P.S. The plastic combs that came with your clipper are not good.........you should get the Wahl Stainless Steel comb set for your 5 in 1 you will get a 1" comb in the set that will leave your dog with a little under 1" of hair!


----------



## ConnieFLgirl (Aug 3, 2017)

So basically, we should have the blade set at 30 then choose a comb based on the length we'd like to trim her coat to. The longer the tooth comb, the longer the hair will be trimmed?


----------



## fjm (Jun 4, 2010)

As MMM says, the blades on the 5 in 1 cut from very short (I use a 10 blade on Poppy's face as I like the slightly plush shaved look) to operating theatre bare shaved skin. The stainless steel combs are a really good investment - you will still need to ensure your pup's coat is brushed and combed and tangle free right down to the skin. On Poppy I use 1/2 to 3/4 comb on her legs, and 1/4 - 3/8 on her body, depending on how hot it is and how fluffy I want her to look. Topknot, ears and tail are usually scissored, but if you prefer the same all over look they can be clipped.

I would suggest starting with the blades set to a middle-ish length, and using a longer comb - 5/8 or 3/4 inch. If the coat still looks too long, go down a comb size. It is easy to take a bit more off, but if you cut too short you will have to wait for the coat to grow back!


----------



## ConnieFLgirl (Aug 3, 2017)

Thank you! Aren't stainless steel combs interchangeable between brands? Are some brands better than others?


----------



## fjm (Jun 4, 2010)

I think the stainless steel combs come in different sized sets to fit different types of clipper - mine are Wahl, but fit my Andis II. My Wahl ones have been excellent, but I would double check the fit before buying to make sure you get the right set.


----------



## Streetcar (Apr 13, 2014)

ConnieFLgirl said:


> Thank you! Aren't stainless steel combs interchangeable between brands? Are some brands better than others?
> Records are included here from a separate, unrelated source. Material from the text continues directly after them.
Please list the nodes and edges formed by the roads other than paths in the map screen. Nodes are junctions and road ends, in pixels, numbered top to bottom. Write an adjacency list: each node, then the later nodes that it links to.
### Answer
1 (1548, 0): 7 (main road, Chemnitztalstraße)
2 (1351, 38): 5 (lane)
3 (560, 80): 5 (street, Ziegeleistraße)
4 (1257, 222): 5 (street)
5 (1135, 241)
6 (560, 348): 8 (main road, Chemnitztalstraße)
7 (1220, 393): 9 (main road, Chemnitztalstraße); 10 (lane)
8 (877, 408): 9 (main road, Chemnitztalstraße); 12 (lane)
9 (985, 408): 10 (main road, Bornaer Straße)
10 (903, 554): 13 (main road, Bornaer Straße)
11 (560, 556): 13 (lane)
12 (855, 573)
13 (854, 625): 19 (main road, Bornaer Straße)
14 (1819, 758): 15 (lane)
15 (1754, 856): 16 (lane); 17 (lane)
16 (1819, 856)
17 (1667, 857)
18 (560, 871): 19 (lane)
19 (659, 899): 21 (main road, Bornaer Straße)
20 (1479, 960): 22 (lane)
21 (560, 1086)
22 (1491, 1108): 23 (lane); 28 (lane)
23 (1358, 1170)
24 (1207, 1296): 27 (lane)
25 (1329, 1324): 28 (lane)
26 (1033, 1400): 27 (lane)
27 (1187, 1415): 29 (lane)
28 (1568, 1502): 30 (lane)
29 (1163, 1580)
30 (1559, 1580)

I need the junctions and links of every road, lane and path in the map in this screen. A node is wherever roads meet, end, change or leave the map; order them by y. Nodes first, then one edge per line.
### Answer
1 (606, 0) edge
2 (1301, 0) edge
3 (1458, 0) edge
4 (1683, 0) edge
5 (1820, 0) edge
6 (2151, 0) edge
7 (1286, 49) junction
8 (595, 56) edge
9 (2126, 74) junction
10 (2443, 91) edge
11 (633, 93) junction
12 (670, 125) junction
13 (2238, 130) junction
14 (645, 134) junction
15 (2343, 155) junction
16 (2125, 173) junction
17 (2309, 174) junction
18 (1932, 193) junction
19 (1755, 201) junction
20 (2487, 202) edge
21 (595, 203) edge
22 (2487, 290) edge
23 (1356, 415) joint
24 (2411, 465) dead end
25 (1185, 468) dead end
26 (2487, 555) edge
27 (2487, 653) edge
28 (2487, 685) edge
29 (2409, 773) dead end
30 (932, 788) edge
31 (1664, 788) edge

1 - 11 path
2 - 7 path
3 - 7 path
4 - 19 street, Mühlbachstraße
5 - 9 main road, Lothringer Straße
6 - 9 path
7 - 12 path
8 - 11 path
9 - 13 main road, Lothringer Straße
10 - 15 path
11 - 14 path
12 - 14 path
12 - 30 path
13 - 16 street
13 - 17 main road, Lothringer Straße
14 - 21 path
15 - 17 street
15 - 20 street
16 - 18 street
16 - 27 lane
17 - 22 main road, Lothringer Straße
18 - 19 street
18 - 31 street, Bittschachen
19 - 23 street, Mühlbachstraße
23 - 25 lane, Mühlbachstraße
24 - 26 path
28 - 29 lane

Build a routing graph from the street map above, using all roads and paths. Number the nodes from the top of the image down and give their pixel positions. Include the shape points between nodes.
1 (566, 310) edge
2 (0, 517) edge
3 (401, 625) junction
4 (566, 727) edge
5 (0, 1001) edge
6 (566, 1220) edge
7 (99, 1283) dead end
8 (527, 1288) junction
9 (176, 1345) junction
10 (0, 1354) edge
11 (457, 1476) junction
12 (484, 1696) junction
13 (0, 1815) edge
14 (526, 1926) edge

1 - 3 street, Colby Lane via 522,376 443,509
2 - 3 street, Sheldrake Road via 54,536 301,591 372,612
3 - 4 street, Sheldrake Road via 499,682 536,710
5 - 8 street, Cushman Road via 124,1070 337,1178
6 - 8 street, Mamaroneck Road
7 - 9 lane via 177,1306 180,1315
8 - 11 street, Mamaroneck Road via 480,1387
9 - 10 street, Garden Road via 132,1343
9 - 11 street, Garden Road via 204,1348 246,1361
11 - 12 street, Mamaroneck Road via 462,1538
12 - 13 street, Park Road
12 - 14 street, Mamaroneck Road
Stainless steel combs outside a single set are not interchangeable when you use a 5 in 1 blade. You'll need to purchase the model of the stainless steel combs that works for this blade. They slide on over the blade.

This is the set that fits the 5 in 1s:
https://www.wahlanimal.com/product/5-in-1-stainless-steel-comb-set/

It's Wahl part number 3379.

Also, something that I as a beginner with trimming a Poodle (past history with horses, but 5 in 1s were new to me) needed help with: On the 5-in-1 blade, the single notch is the 40, and the other side with three notches is the 9. I never found anything in the documentation to tell me that. Felt stupid asking, but it was better to ask than to clipper burn my boy by accident.


----------



## ConnieFLgirl (Aug 3, 2017)

Thank you! Researched the heck out of it on Amazon and ordered those today  And thanks for the tip!


----------